Saturday, October 28

Curiosity

The other day, I was walking down the street and I noted a large crowd in front of a condemned building. Curiosity being of my many flaws, I crossed the traffic-free intersection and made my way through the crowd. To the right of me was a woman of middle age, holding a napkin to her nose and looking more than slightly green. I asked her what the trouble was, and she moaned, clearly in a terrible state.

"Oh, it's simply horrid! A poor man, just gutted in the elevator; disembowled, disgraced, his innards everywhere for the passerby to see!"

"My," I said, cocking my head to the side. "You're certainly right. What a terrible invasion of privacy."

Friday, October 27

Mascu-linda

I saw a woman who was more masculine than most men, and I was content with the knowledge that I was far superior to her only until her stunning boyfriend rushed around the corner and swept her off her feet.

Tuesday, October 24

A really odd old nasty cheese smell

Is it strange to you that there's this really odd old nasty cheese smell that reminds me of you, because it's what the park bench smelled like that first time we hung out together outside of school?

Because there's this really odd old nasty cheese smell and, honestly, I don't think I'd be the same person today if I hadn't had the chance to press my nose agains that park bench.

Monday, October 23

Grow me a penis, my dear

He laughed and said he'd love me if I grew a penis. Secretly I check every single day.

Friday, October 20

Storywriter

And maybe if the story had a happy ending, it wouldn't be so hard to admit that it is the story of our lives.

It doesn't have to be. They made mistakes so that we wouldn't. Why are you making their fate our own? We are not the same as them.

I don't want you to come to me in twenty years to see the baby that is mine but isn't yours. The baby that was born out of a comfortable settlement. The baby that would never know roots in true love.

Denial

Yes, Doctor, I'd like to make an appointment. What's the problem? Well, you see, this clear, salty-like water solution... well, it keeps dripping. Dripping from where? Well my eyes of course. Why are you laughing? There are other symptoms. Yes. It feels as if I've swallowed a very large rock and I think there may be something wrong with my heart. It beats loud and deep and it... well it hurts. What do you mean this is all perfectly normal? Let me see your degree. Yes, of course I've had these symptoms before, but... No, sir. No. You must be out of your mind. I'm going to get a second opinion. I'm certain that this is not normal.

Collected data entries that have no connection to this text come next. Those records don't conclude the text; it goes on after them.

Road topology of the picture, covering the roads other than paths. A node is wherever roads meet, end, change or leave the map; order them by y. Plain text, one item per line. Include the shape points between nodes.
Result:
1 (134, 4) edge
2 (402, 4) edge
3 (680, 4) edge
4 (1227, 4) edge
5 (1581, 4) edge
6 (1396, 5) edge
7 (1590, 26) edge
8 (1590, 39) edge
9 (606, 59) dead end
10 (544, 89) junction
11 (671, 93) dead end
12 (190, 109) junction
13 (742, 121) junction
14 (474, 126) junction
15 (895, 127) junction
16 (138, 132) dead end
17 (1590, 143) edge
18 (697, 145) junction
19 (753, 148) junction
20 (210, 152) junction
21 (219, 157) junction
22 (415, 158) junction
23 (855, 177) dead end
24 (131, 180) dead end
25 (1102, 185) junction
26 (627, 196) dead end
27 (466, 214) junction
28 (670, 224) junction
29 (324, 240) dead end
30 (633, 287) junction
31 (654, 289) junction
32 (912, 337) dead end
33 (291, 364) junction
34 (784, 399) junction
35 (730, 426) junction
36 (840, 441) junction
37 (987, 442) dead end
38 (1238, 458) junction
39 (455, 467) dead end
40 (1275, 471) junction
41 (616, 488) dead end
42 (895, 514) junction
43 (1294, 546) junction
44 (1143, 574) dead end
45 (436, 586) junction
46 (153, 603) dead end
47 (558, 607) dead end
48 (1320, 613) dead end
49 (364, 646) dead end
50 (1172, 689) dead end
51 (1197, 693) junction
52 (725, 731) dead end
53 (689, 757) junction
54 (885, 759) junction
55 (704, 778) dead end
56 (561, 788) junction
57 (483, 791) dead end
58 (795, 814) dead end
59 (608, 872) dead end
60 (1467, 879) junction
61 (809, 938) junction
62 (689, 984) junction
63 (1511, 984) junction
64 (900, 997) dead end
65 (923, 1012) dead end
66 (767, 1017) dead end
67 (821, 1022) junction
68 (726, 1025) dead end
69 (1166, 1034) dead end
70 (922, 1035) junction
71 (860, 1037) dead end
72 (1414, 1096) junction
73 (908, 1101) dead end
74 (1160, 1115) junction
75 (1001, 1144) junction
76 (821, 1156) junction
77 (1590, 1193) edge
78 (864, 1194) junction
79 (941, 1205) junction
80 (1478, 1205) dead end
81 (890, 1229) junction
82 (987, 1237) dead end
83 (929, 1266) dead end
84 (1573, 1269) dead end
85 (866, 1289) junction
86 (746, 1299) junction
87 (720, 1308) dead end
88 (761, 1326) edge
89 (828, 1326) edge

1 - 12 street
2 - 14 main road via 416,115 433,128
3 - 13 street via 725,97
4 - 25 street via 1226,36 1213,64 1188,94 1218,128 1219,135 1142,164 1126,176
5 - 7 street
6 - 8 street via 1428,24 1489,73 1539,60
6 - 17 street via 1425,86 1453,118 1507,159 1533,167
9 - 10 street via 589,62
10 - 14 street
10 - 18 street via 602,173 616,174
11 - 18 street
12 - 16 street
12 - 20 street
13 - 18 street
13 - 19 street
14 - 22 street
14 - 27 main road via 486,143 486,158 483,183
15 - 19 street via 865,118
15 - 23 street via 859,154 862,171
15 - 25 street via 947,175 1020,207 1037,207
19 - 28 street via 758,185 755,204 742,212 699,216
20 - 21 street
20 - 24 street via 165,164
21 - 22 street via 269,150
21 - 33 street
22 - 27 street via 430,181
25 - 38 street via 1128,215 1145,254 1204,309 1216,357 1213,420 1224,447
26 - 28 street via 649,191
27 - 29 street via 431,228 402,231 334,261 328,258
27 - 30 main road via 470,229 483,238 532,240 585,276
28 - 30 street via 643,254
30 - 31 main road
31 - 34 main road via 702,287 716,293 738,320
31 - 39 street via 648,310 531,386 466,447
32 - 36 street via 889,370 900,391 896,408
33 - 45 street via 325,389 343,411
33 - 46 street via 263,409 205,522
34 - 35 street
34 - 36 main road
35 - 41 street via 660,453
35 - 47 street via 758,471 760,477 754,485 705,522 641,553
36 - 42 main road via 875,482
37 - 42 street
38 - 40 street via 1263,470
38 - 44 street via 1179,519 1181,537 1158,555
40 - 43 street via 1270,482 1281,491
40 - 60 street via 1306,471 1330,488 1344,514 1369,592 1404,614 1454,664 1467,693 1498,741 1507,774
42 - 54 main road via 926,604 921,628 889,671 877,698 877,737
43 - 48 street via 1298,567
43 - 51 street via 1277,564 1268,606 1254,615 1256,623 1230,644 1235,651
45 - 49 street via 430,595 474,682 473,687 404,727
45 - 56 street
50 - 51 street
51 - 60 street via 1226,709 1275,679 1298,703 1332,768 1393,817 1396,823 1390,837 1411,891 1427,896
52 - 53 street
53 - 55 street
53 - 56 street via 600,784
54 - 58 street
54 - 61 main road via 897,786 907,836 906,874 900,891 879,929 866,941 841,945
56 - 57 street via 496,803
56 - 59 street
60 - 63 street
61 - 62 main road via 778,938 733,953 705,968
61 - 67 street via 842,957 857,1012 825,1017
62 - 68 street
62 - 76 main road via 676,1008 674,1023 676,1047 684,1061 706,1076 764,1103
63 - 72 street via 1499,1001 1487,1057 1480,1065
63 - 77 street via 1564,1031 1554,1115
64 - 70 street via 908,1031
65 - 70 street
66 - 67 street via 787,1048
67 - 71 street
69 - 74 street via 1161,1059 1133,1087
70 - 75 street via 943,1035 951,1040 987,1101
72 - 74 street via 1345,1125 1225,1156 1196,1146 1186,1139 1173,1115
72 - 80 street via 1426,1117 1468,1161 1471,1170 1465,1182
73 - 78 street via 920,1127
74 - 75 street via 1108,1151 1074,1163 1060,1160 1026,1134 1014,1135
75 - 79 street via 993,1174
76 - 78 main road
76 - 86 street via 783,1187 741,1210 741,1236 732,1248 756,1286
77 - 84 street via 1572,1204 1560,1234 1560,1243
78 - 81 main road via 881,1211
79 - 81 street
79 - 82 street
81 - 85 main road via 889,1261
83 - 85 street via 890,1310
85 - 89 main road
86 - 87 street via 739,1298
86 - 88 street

I'm certain this shouldn't last this long.

My first boyfriend

No matter who you are or how long you live or what you do with your life, there are a few distinguished things about you that you can never change.

My first boyfriend never kissed me.

I am in love with Aric Butts

The first piece of clothing a boy has ever leant to me was a pair of socks. It was from a very sexy gay boy named Aric, who only gave them to me because mine were wet and messing up his floors.

Thursday, October 19

A Story about Goldfish

In my opinion, we were perfect. We had everything we needed; just us in our fishbowl. Sure, we had the same problems that everyone has. Sometimes we couldn't eat all the food that they gave us. Sometimes kids would tap on the glass and poke at the water. But we-- we were perfect.
We were happy.

Then, you left me. You jumped out of the water. I was alone in the bowl and you had joined a school of fish I couldn't understand. I stewed in my own feces for a few days, swimming in circles and listening as the tapping on the glass grew louder and the water became cloudy and cold.

I remembered what they had said to me about there being so many more fish in the sea and I decided to jump out of the bowl. I don't know what I was expecting to find there; you? Another fish exactly like you? Something completely different? Anything that would make this all go away?

The water was thick and it was hard to swim. The toxins and chemicals had made the seafish mutated and frightening. I didn't like it. I couldn't breathe there. I felt so alone.

So I did the only thing I could do. I came back to the bowl.

But whatever I was looking for wasn't there. Just the same stale water we'd swum through together, the same food pellets we'd shared. The same tapping we'd cursed, the same glass that had kept us in a microcosm of our own, isolated from the rest of the world. Perfect, alone and together.

And they say goldfish can't remember.

As I turned the page...

As I turned the page to the next accounting problem, I stopped breathing. I was the proprietor, and I had his last name. Fate and irony are coldhearted lovers.

I didn't realize...

I didn't realize my house was on fire until a complete stranger opened the front door and I thought to myself over the high-bass classic rock, "Is someone downstairs cooking waffles?"

And as the fight ended...

And as the fight ended, we realized that we have never fought about anything with even the slightest bit of significance.